Dulu sebelum Ayah meninggal, Ibu cukup menjalankan tugasnya menjadi seorang istri sekaligus Ibu bagi anak-anaknya. Kegemarnnya memasak, membuat ia berhasil menciptakan resep-resep baru yang membuat kami tak mampu menolak suguhannya. Cita rasa masakan Ibu, buat kami sama dengan cita rasa yang ditawarkan di resto. Sayangnya, kala itu Ibu belum berniat berbisnis usaha kuliner.
"Aku ingin fokus mengurus kalian." Begitu jawabnya, tiap kali disarankan Ayah untuk berbisnis kuliner.

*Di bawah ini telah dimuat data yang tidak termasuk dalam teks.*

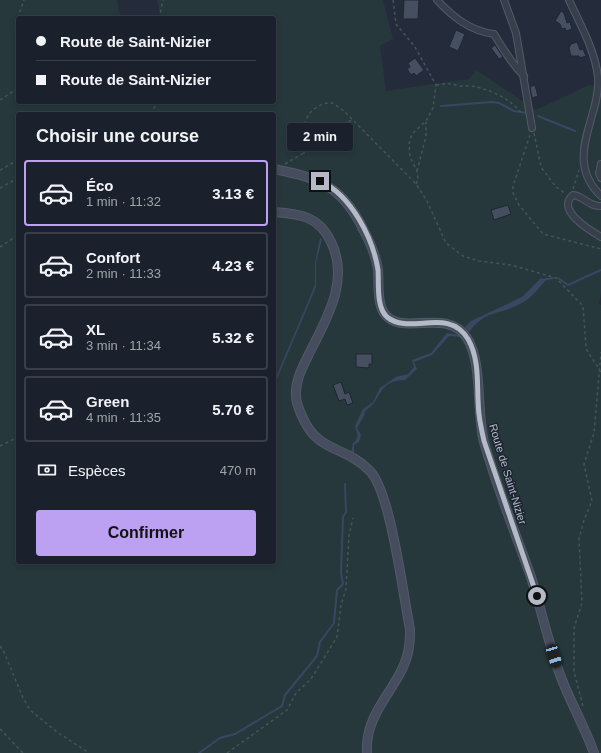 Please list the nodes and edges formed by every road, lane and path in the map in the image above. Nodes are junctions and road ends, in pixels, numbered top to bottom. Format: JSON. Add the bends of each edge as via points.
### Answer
{"nodes":[{"id":1,"x":24,"y":0,"type":"edge"},
{"id":2,"x":163,"y":0,"type":"edge"},
{"id":3,"x":393,"y":0,"type":"edge"},
{"id":4,"x":437,"y":0,"type":"edge"},
{"id":5,"x":504,"y":0,"type":"edge"},
{"id":6,"x":568,"y":0,"type":"edge"},
{"id":7,"x":18,"y":16,"type":"edge"},
{"id":8,"x":161,"y":16,"type":"edge"},
{"id":9,"x":525,"y":77,"type":"junction"},
{"id":10,"x":436,"y":85,"type":"junction"},
{"id":11,"x":16,"y":89,"type":"edge"},
{"id":12,"x":0,"y":100,"type":"edge"},
{"id":13,"x":524,"y":117,"type":"dead end"},
{"id":14,"x":353,"y":120,"type":"junction"},
{"id":15,"x":426,"y":122,"type":"junction"},
{"id":16,"x":532,"y":128,"type":"junction"},
{"id":17,"x":304,"y":154,"type":"junction"},
{"id":18,"x":16,"y":161,"type":"edge"},
{"id":19,"x":284,"y":164,"type":"dead end"},
{"id":20,"x":601,"y":164,"type":"edge"},
{"id":21,"x":580,"y":167,"type":"dead end"},
{"id":22,"x":0,"y":170,"type":"edge"},
{"id":23,"x":276,"y":170,"type":"edge"},
{"id":24,"x":416,"y":171,"type":"junction"},
{"id":25,"x":601,"y":178,"type":"edge"},
{"id":26,"x":16,"y":179,"type":"edge"},
{"id":27,"x":416,"y":184,"type":"junction"},
{"id":28,"x":0,"y":188,"type":"edge"},
{"id":29,"x":601,"y":196,"type":"edge"},
{"id":30,"x":571,"y":198,"type":"junction"},
{"id":31,"x":601,"y":206,"type":"edge"},
{"id":32,"x":276,"y":212,"type":"edge"},
{"id":33,"x":16,"y":236,"type":"edge"},
{"id":34,"x":601,"y":237,"type":"edge"},
{"id":35,"x":0,"y":247,"type":"edge"},
{"id":36,"x":601,"y":249,"type":"edge"},
{"id":37,"x":601,"y":352,"type":"edge"},
{"id":38,"x":599,"y":368,"type":"junction"},
{"id":39,"x":601,"y":373,"type":"edge"},
{"id":40,"x":16,"y":438,"type":"edge"},
{"id":41,"x":0,"y":446,"type":"edge"},
{"id":42,"x":353,"y":518,"type":"dead end"},
{"id":43,"x":0,"y":646,"type":"edge"},
{"id":44,"x":578,"y":717,"type":"junction"},
{"id":45,"x":0,"y":729,"type":"edge"},
{"id":46,"x":23,"y":753,"type":"edge"},
{"id":47,"x":89,"y":753,"type":"edge"},
{"id":48,"x":227,"y":753,"type":"edge"},
{"id":49,"x":367,"y":753,"type":"edge"},
{"id":50,"x":594,"y":753,"type":"edge"}],
"edges":[{"from":1,"to":7,"type":"path"},
{"from":2,"to":8,"type":"path"},
{"from":3,"to":10,"type":"path","via":[[396,24],[415,47]]},
{"from":4,"to":9,"type":"street","via":[[448,12],[470,28],[494,34],[514,66]]},
{"from":5,"to":9,"type":"street","via":[[516,32]]},
{"from":6,"to":29,"type":"street","via":[[592,53],[598,78],[598,93],[584,153],[591,185]]},
{"from":9,"to":16,"type":"street"},
{"from":10,"to":13,"type":"path","via":[[453,82],[460,86],[481,88],[498,94],[516,106]]},
{"from":10,"to":15,"type":"path","via":[[433,108]]},
{"from":11,"to":12,"type":"path"},
{"from":14,"to":17,"type":"path","via":[[334,126],[319,144]]},
{"from":14,"to":17,"type":"path","via":[[332,103],[313,109],[307,115],[305,123]]},
{"from":14,"to":27,"type":"path"},
{"from":15,"to":24,"type":"path","via":[[426,136]]},
{"from":15,"to":24,"type":"path","via":[[412,134],[409,144],[410,158]]},
{"from":16,"to":30,"type":"path","via":[[537,140],[541,167],[556,187]]},
{"from":16,"to":36,"type":"path","via":[[513,186],[513,193],[519,205],[543,234]]},
{"from":17,"to":19,"type":"path"},
{"from":18,"to":22,"type":"path"},
{"from":20,"to":25,"type":"street"},
{"from":21,"to":30,"type":"path"},
{"from":23,"to":44,"type":"main road","name":"Route de Saint-Nizier","via":[[320,181],[349,204],[373,250],[378,270],[381,307],[387,317],[404,323],[450,324],[468,340],[476,364],[479,414],[484,441],[540,607],[559,672]]},
{"from":24,"to":27,"type":"path"},
{"from":26,"to":28,"type":"path"},
{"from":27,"to":38,"type":"path","via":[[428,201],[446,243],[463,256],[511,265],[556,278],[583,306],[586,347]]},
{"from":30,"to":31,"type":"street","via":[[573,195],[577,196],[587,203]]},
{"from":30,"to":34,"type":"street","via":[[568,203],[573,214],[586,228]]},
{"from":32,"to":49,"type":"main road","via":[[304,216],[316,222],[326,230],[336,250],[339,280],[296,384],[297,403],[314,437],[353,456],[371,472],[380,489],[388,513],[410,629],[409,648],[403,666],[372,719],[366,744]]},
{"from":33,"to":35,"type":"path"},
{"from":37,"to":38,"type":"path"},
{"from":38,"to":39,"type":"path"},
{"from":38,"to":44,"type":"path","via":[[594,433],[584,464],[592,501],[579,539],[582,603],[574,628],[574,672],[584,711]]},
{"from":40,"to":41,"type":"path"},
{"from":42,"to":48,"type":"path","via":[[349,535],[346,589],[340,605],[337,637],[312,679],[296,693],[288,710]]},
{"from":43,"to":47,"type":"path","via":[[30,710]]},
{"from":44,"to":50,"type":"main road","name":"Route de Saint-Nizier"},
{"from":45,"to":46,"type":"path"}]} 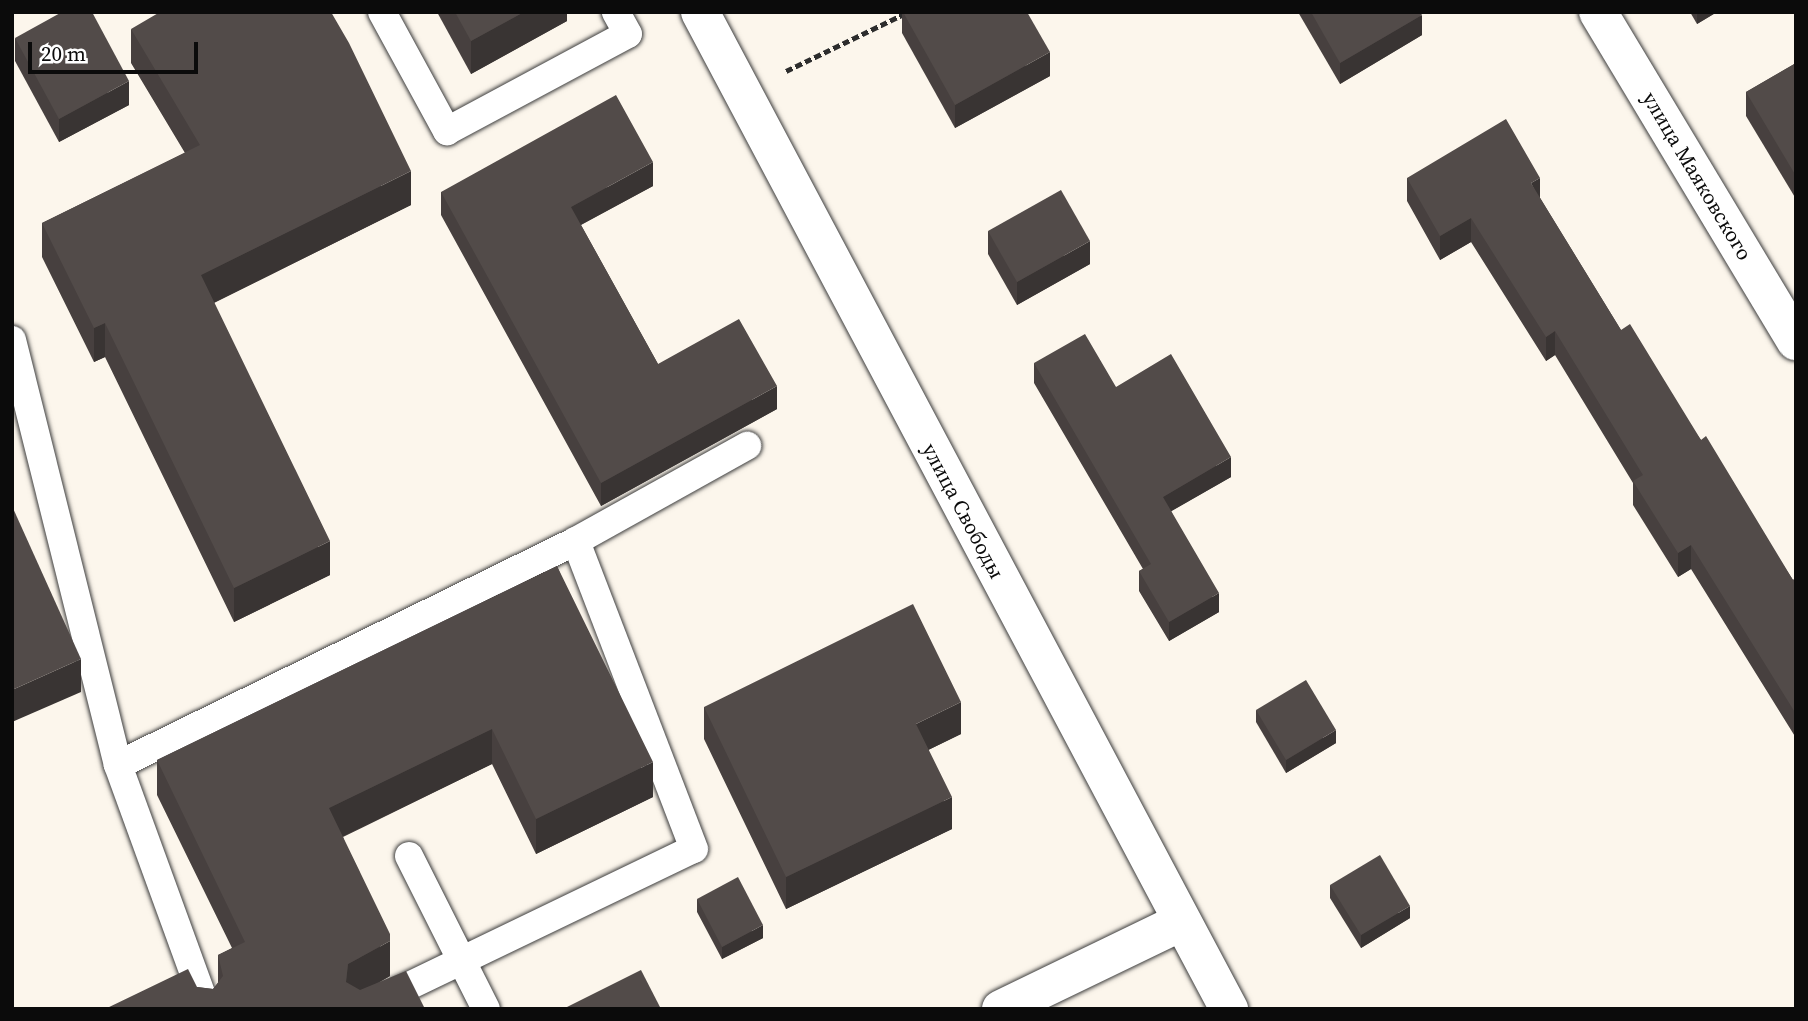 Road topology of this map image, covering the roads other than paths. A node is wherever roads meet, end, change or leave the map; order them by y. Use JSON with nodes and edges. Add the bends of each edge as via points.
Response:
{"nodes":[{"id":1,"x":382,"y":12,"type":"edge"},
{"id":2,"x":616,"y":12,"type":"edge"},
{"id":3,"x":699,"y":12,"type":"edge"},
{"id":4,"x":1598,"y":12,"type":"edge"},
{"id":5,"x":12,"y":340,"type":"edge"},
{"id":6,"x":1796,"y":341,"type":"edge"},
{"id":7,"x":747,"y":446,"type":"dead end"},
{"id":8,"x":576,"y":541,"type":"junction"},
{"id":9,"x":118,"y":765,"type":"junction"},
{"id":10,"x":409,"y":856,"type":"dead end"},
{"id":11,"x":1179,"y":923,"type":"junction"},
{"id":12,"x":462,"y":961,"type":"junction"},
{"id":13,"x":207,"y":1009,"type":"edge"},
{"id":14,"x":362,"y":1009,"type":"edge"},
{"id":15,"x":486,"y":1009,"type":"edge"},
{"id":16,"x":1001,"y":1009,"type":"edge"},
{"id":17,"x":1229,"y":1009,"type":"edge"}],
"edges":[{"from":1,"to":2,"type":"lane","via":[[447,131],[628,34]]},
{"from":3,"to":11,"type":"street","name":"улица Свободы"},
{"from":4,"to":6,"type":"street","name":"улица Маяковского"},
{"from":5,"to":9,"type":"lane"},
{"from":7,"to":8,"type":"lane"},
{"from":8,"to":9,"type":"lane"},
{"from":8,"to":12,"type":"lane","via":[[694,849]]},
{"from":9,"to":13,"type":"lane"},
{"from":10,"to":12,"type":"lane"},
{"from":11,"to":16,"type":"street"},
{"from":11,"to":17,"type":"street","name":"улица Свободы"},
{"from":12,"to":14,"type":"lane"},
{"from":12,"to":15,"type":"lane"}]}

Tapi sekarang, keadaan memaksa Ibu untuk mandiri. Ibu mulai berpikir untuk mengikuti saran Ayah, membuka usaha kuliner.
Bandung juga dikenal dengan beragam kulinernya, maka di sinilah kami akan memulai usaha. Langkah pertama adalah mencari tempat tinggal. Kami sadar, untuk mencari rumah yang cocok itu tidaklah mudah. Sambil meunggu, kami mengontrak rumah terlebih dahulu.
Setelah lelah berkeliling Kota Bandung, kami menemukan sebuah rumah yang asri dan bersih. Pintu dan jendelanya lebar dengan warna serba putih. Ada juga taman lengkap dengan berbagai tanaman hias. Kami rasa rumah ini cocok untuk ditinggali. Terlebih, harga kontraknya lumayan murah. Akhirnya, kami meutuskan mengontrak rumah ini.
Satu hari, dua hari, sampai satu bulan, kami semuanya masih baik-baik saja, bahkan kami merasa nyaman. Tapi ketika memasuki bulan kedua, aku mengalami kejadian-kejadian aneh. Awalnya, hanya mimpi buruk. Lama-lama mengalami ketindihan. Seolah-olah ada bayangan hitam dan besar menindih tubuhku. Napasku pun tersengal-sengal berusaha bangun sambil membaca doa.
Kejadian ini hampir tiap malam aku alami. Tadinya aku anggap hanya mimpi biasa, yang katanya menurut orang Jawa terjadi karena posisi tidur salah. Tapi semakin lama, aku merasa ada sesuatu yang janggal di rumah ini.
Siang hari, aku pernah melihat sekelabat bayangan anak kecil berpakaian putih berlari-lari dan terkadang mengintip malu-malu dari balik pintu dapur. Saat hal itu aku ceritakan ke Rina, ternyata ia juga sering mengalami hal-hal aneh. Bahkan, ia hampir marah ke aku, karena iseng membuka pintu yang telah ia tutup berkali-kali.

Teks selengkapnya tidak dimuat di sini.